N°133

Culture

« images clandestines / (se) montrer (se) cacher »

Réalisateur Antoine DUBOS

Dans son film Octobre à Paris, réalisé clandestinement, Panijel tente de rendre visible ce que la Préfecture de police de Paris dirigée par Maurice Papon a souhaité cacher lors de la nuit du 17 octobre 1961  : le massacre des Algériens. Dans les mois qui suivent, Panijel filme les survivants dans le bidonville d’Aubervilliers. Il reconstitue les scènes de départ en manifestation avec ses habitants  ; il filme en gros plan les cicatrices qu’exhibent les survivants pour attester la violence policière. Là où le pouvoir cherche à taire le massacre, la caméra de Panijel vient révéler ce scandale d’état. Montrer pour ne pas tomber dans l’oubli. Le film sera interdit et projeté clandestinement, malgré la saisie des copies, jusqu’à la grève de la faim de René Vautier.

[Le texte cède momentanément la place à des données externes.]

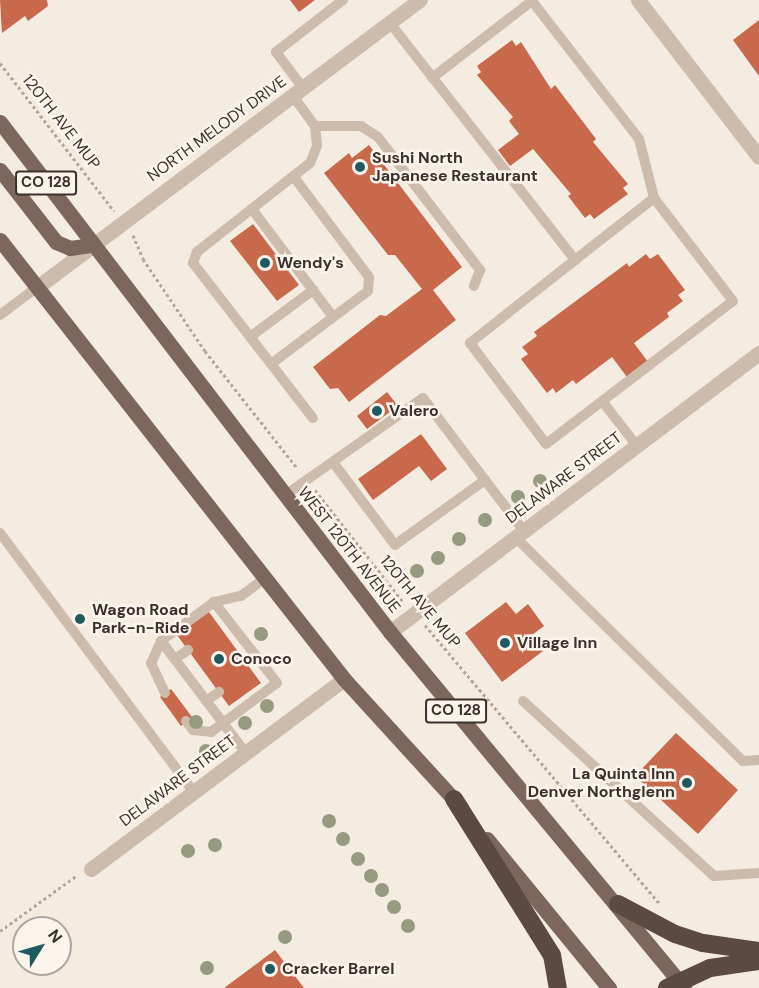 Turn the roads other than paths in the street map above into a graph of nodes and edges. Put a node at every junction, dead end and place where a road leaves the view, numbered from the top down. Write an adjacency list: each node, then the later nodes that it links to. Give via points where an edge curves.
1 (343, 0): 6 (lane, via 276,52)
2 (420, 0): 4 (street, NORTH MELODY DRIVE)
3 (638, 0): 9 (street)
4 (390, 23): 5 (lane); 6 (street, NORTH MELODY DRIVE)
5 (432, 78): 12 (lane, via 532,1 639,139); 16 (lane)
6 (298, 92): 8 (lane); 15 (street, NORTH MELODY DRIVE)
7 (0, 122): 15 (main road, WEST 120TH AVENUE / CO 128)
8 (315, 126): 11 (lane, via 316,146 310,164); 17 (lane, via 360,126 378,137 480,270)
9 (759, 157)
10 (0, 170): 15 (main road, via 56,242 69,248)
11 (294, 177): 13 (lane); 21 (lane, via 369,277 368,291)
12 (654, 198): 16 (lane); 25 (lane, via 733,301)
13 (252, 209): 19 (lane); 22 (lane, via 197,252 193,263)
14 (0, 240): 18 (main road)
15 (92, 245): 18 (street, NORTH MELODY DRIVE); 30 (main road, WEST 120TH AVENUE / CO 128)
16 (575, 260): 25 (lane, via 470,343 546,444)
17 (474, 286)
18 (36, 288): 20 (lane); 33 (main road)
19 (313, 290): 21 (lane); 22 (lane)
20 (0, 315)
21 (333, 317): 24 (lane)
22 (250, 337): 24 (lane)
23 (759, 353): 27 (street, DELAWARE STREET)
24 (271, 364): 26 (lane)
25 (602, 401): 27 (lane)
26 (313, 418)
27 (637, 446): 32 (street, DELAWARE STREET)
28 (333, 462): 29 (lane, via 423,398); 29 (lane, via 395,545); 30 (lane)
29 (485, 480): 32 (lane)
30 (284, 496): 35 (main road, WEST 120TH AVENUE / CO 128)
31 (0, 533): 48 (lane)
32 (520, 534): 35 (street, DELAWARE STREET); 47 (lane, via 743,761)
33 (265, 578): 34 (lane, via 241,596); 39 (main road)
34 (214, 602): 36 (lane); 45 (lane, via 224,623 255,665 277,683)
35 (390, 632): 52 (main road, WEST 120TH AVENUE / CO 128)
36 (161, 641): 38 (lane); 41 (lane, via 151,663)
37 (188, 650): 38 (lane)
38 (175, 659): 42 (lane)
39 (344, 679): 46 (street, DELAWARE STREET); 49 (main road)
40 (219, 692): 42 (lane)
41 (165, 693)
42 (206, 701): 45 (lane)
43 (523, 701): 51 (lane, via 714,876)
44 (186, 721): 45 (lane, via 193,730 211,732)
45 (224, 724): 46 (lane)
46 (245, 752): 48 (street, DELAWARE STREET)
47 (759, 760)
48 (194, 792): 50 (street, DELAWARE STREET)
49 (454, 799): 56 (highway, via 552,955); 57 (main road)
50 (91, 869)
51 (759, 873)
52 (618, 903): 53 (highway, via 675,934 703,943); 55 (main road, WEST 120TH AVENUE / CO 128)
53 (759, 951)
54 (759, 961): 55 (highway, via 710,968)
55 (677, 985)
56 (558, 988)
57 (609, 988)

Cinquante ans plus tard, Laura Weddington filme les silhouettes qui tentent de gagner l’Angleterre près du camp de Sangatte dans son film Border. L’obturateur de la caméra réglé en basse vitesse révèle un paysage de limbes, entre cauchemar et réalité où apparaissent des figures fantomatiques, comme celle de cet homme kurde qui danse dans la nuit sous un drap blanc. Accompagnant ces hommes tapis dans les fourrés, la caméra de la réalisatrice met en relief ces figures clandestines qui tentent de se frayer un chemin en restant dans l’ombre. Car ici la lumière est synonyme de danger, ce sont les torches des policiers qui balayent le paysage.

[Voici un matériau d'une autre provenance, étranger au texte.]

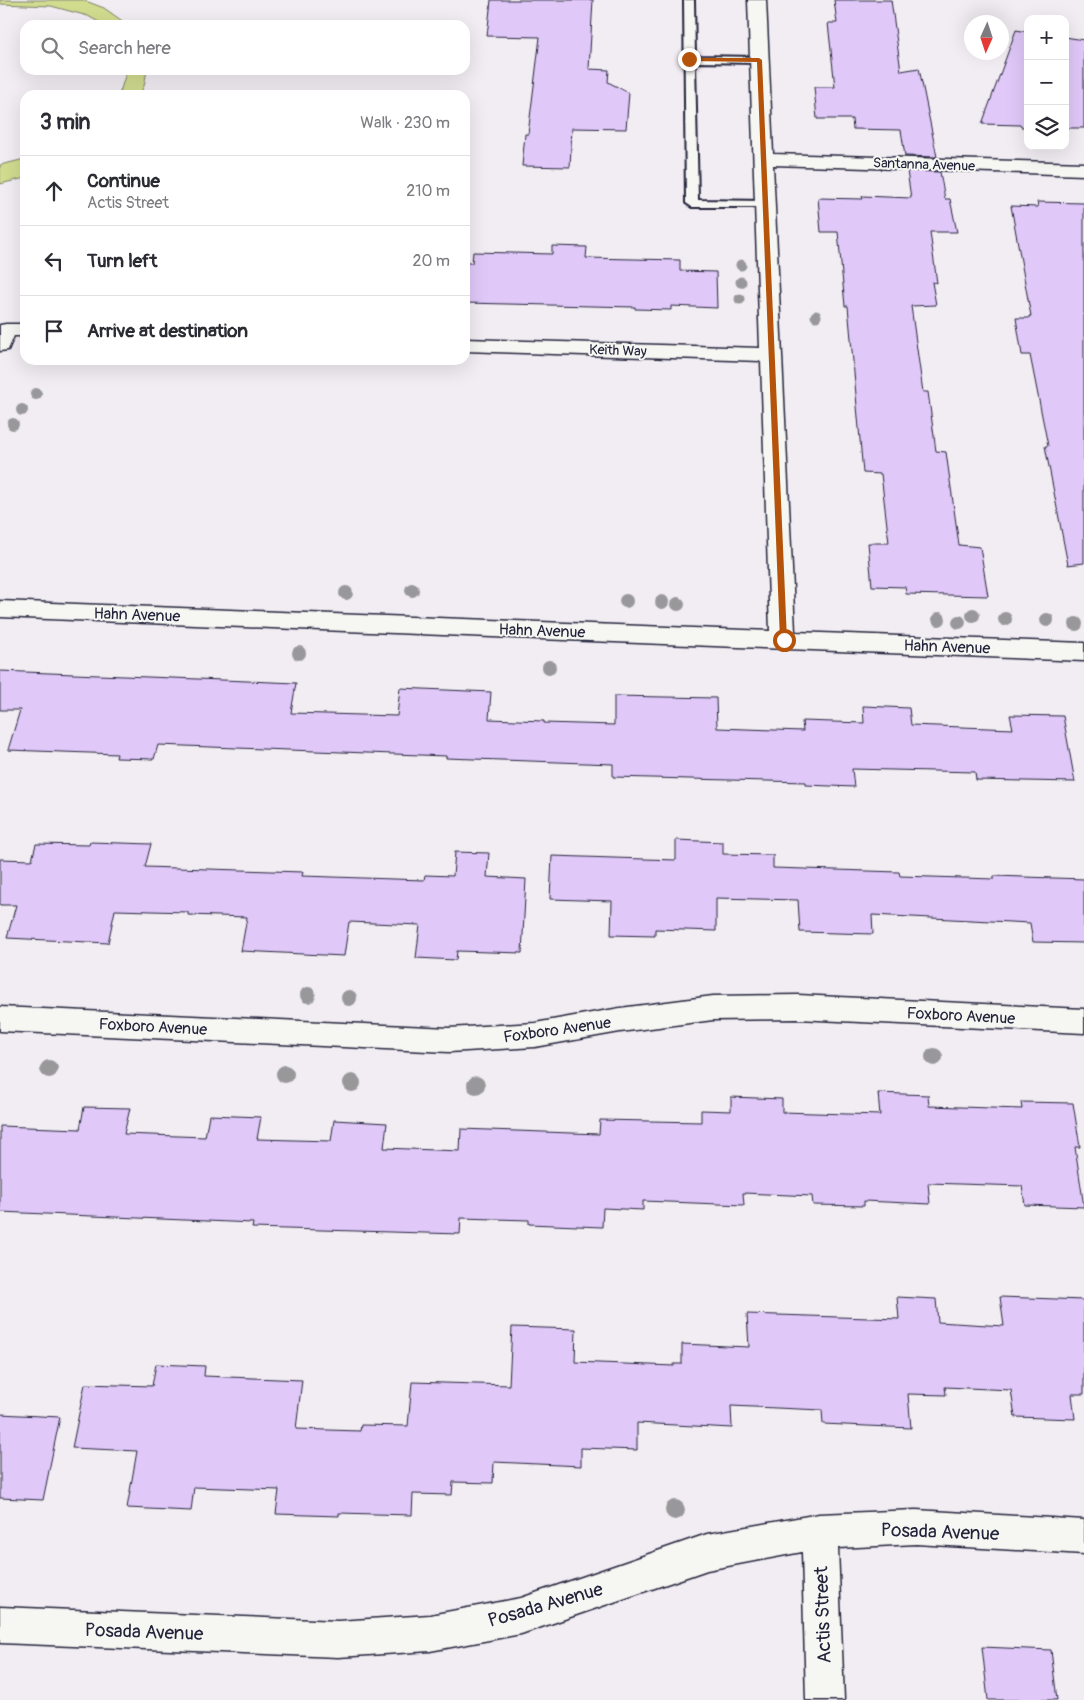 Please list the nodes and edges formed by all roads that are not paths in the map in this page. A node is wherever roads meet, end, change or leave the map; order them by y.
1 (689, 0) edge
2 (757, 0) edge
3 (689, 59) junction
4 (759, 60) junction
5 (763, 159) junction
6 (1084, 169) edge
7 (765, 206) junction
8 (470, 345) edge
9 (772, 356) junction
10 (0, 609) edge
11 (784, 640) junction
12 (1084, 652) edge
13 (0, 1018) edge
14 (1084, 1021) edge
15 (819, 1531) junction
16 (1084, 1537) edge
17 (0, 1625) edge
18 (825, 1700) edge

1 - 3 lane
2 - 4 street
3 - 4 lane
3 - 7 lane
4 - 5 street
5 - 6 street, Santanna Avenue
5 - 7 street
7 - 9 street
8 - 9 street, Keith Way
9 - 11 street
10 - 11 street, Hahn Avenue
11 - 12 street, Hahn Avenue
13 - 14 street, Foxboro Avenue
15 - 16 street, Posada Avenue
15 - 17 street, Posada Avenue
15 - 18 street, Actis Street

Rester caché, rester anonyme, jusqu’à brûler les empreintes digitales comme le filme Sylvain Georges. Pour ne pas être reconnu, pour ne pas être identifié par les nombreux fichiers européens.

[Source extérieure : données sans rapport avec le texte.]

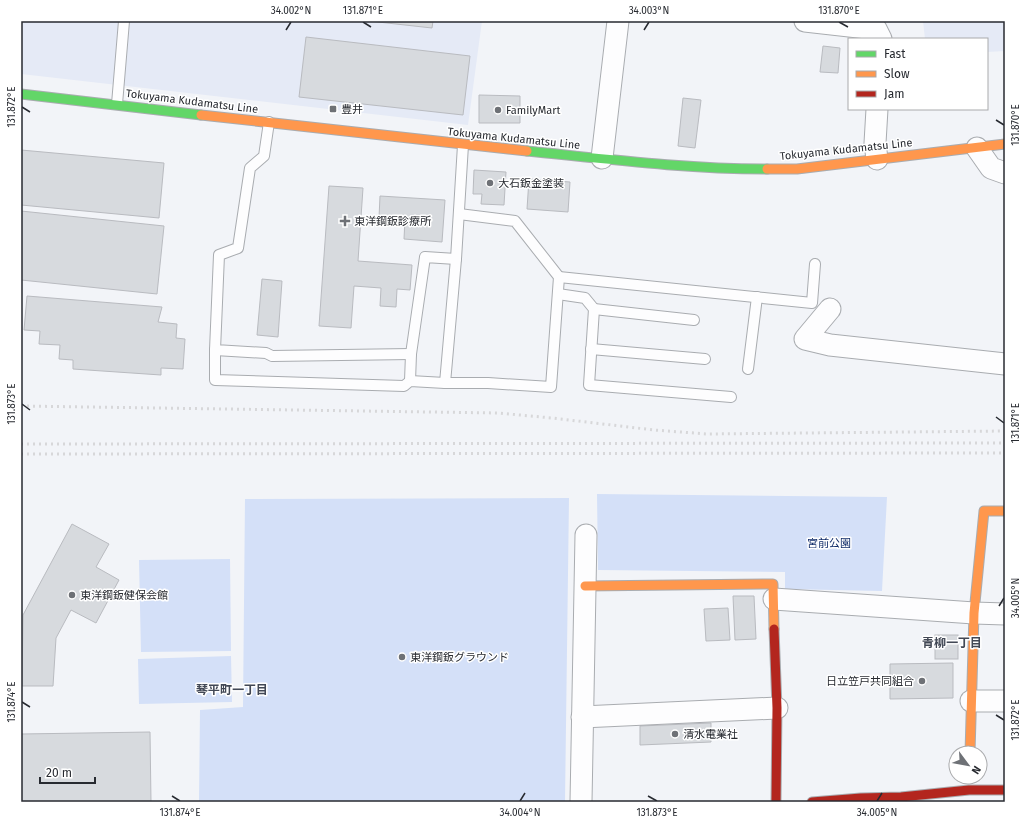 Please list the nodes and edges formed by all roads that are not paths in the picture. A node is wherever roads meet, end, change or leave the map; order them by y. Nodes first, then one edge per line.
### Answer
1 (124, 21) edge
2 (618, 21) edge
3 (805, 21) edge
4 (880, 38) edge
5 (21, 94) edge
6 (117, 104) junction
7 (877, 110) edge
8 (269, 122) junction
9 (1005, 144) edge
10 (463, 145) junction
11 (977, 148) junction
12 (602, 158) junction
13 (877, 159) junction
14 (1005, 173) edge
15 (459, 214) junction
16 (456, 259) junction
17 (816, 264) dead end
18 (559, 277) junction
19 (558, 294) junction
20 (757, 298) junction
21 (594, 309) junction
22 (830, 309) dead end
23 (694, 320) dead end
24 (591, 349) junction
25 (215, 350) junction
26 (411, 354) junction
27 (705, 359) dead end
28 (1005, 364) edge
29 (748, 369) dead end
30 (410, 381) junction
31 (445, 384) junction
32 (731, 397) dead end
33 (1005, 511) edge
34 (586, 535) dead end
35 (585, 586) junction
36 (774, 599) junction
37 (974, 613) junction
38 (1005, 614) edge
39 (1005, 701) edge
40 (971, 702) junction
41 (777, 708) junction
42 (582, 717) junction
43 (970, 745) edge
44 (959, 785) edge
45 (979, 785) edge
46 (1005, 790) edge
47 (581, 802) edge
48 (776, 802) edge
49 (812, 802) edge

1 - 6 lane
2 - 12 street
3 - 4 street
5 - 6 main road, Tokuyama Kudamatsu Line
6 - 8 main road, Tokuyama Kudamatsu Line
7 - 13 street
8 - 10 main road, Tokuyama Kudamatsu Line
8 - 25 lane
9 - 11 main road, Tokuyama Kudamatsu Line
10 - 12 main road, Tokuyama Kudamatsu Line
10 - 15 lane
11 - 13 main road, Tokuyama Kudamatsu Line
11 - 14 street
12 - 13 main road, Tokuyama Kudamatsu Line
15 - 16 lane
15 - 18 lane
16 - 26 lane
16 - 31 lane
17 - 20 lane
18 - 19 lane
18 - 20 lane
19 - 21 lane
19 - 31 lane
20 - 29 lane
21 - 23 lane
21 - 24 lane
22 - 28 street
24 - 27 lane
24 - 32 lane
25 - 26 lane
25 - 30 lane
26 - 30 lane
30 - 31 lane
33 - 37 main road
34 - 35 street
35 - 36 main road
35 - 42 street
36 - 37 street
36 - 41 main road
37 - 38 street
37 - 40 main road
39 - 40 street
40 - 43 main road
41 - 42 street
41 - 48 main road
42 - 47 street
44 - 49 main road
45 - 46 main road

Dans Les sauteurs, aux images de surveillance prises par les caméras nocturnes installées à la frontière de Melilla qui traquent les silhouettes, répond la caméra DV d’Abou pour filmer les corps, les voix, les gestes de ceux qui attendent pour passer la frontière. Montrer pour retrouver sa dignité.

Vivre terré, ne pas se faire remarquer. Dans L’escale, les 7 hommes de la pension d’Amir apprennent à se fondre dans la masse, à ne pas courir lorsqu’ils aperçoivent la police. En attendant de recevoir les passeports qui pourront leur permettre de traverser. Passeports d’autres individus (dont la photo sera la plus «  ressemblante possible  ») dont il faudra endosser l’identité lors du passage de la frontière. Il faut alors mettre des lentilles pour changer la couleur des yeux, s’habiller de manière clinquante, s’exhiber pour ne pas attirer les soupçons, se fondre au milieu des touristes. Un des hommes de la pension d’Amir ne trouvera pas de passeport, la cicatrice qui lui balafre la joue est un signe trop distinctif. Marqué dans sa chair, il doit se résoudre à repartir en Iran.

En France aujourd’hui, certaines images sont encore interdites, non plus par la censure des films comme au temps d’Octobre à Paris mais par l’interdiction de filmer certains lieux. C’est le cas des Centres de Rétention Administrative et des zones d’attente, comme celle de Roissy Charles de Gaulle où sont enfermés les étrangers en vue de leur expulsion. En 2003, les cinéastes Nicolas Klotz et Elisabeth Perceval se saisissent de ce point aveugle des représentations cinématographiques et réalisent le film de fiction La blessure.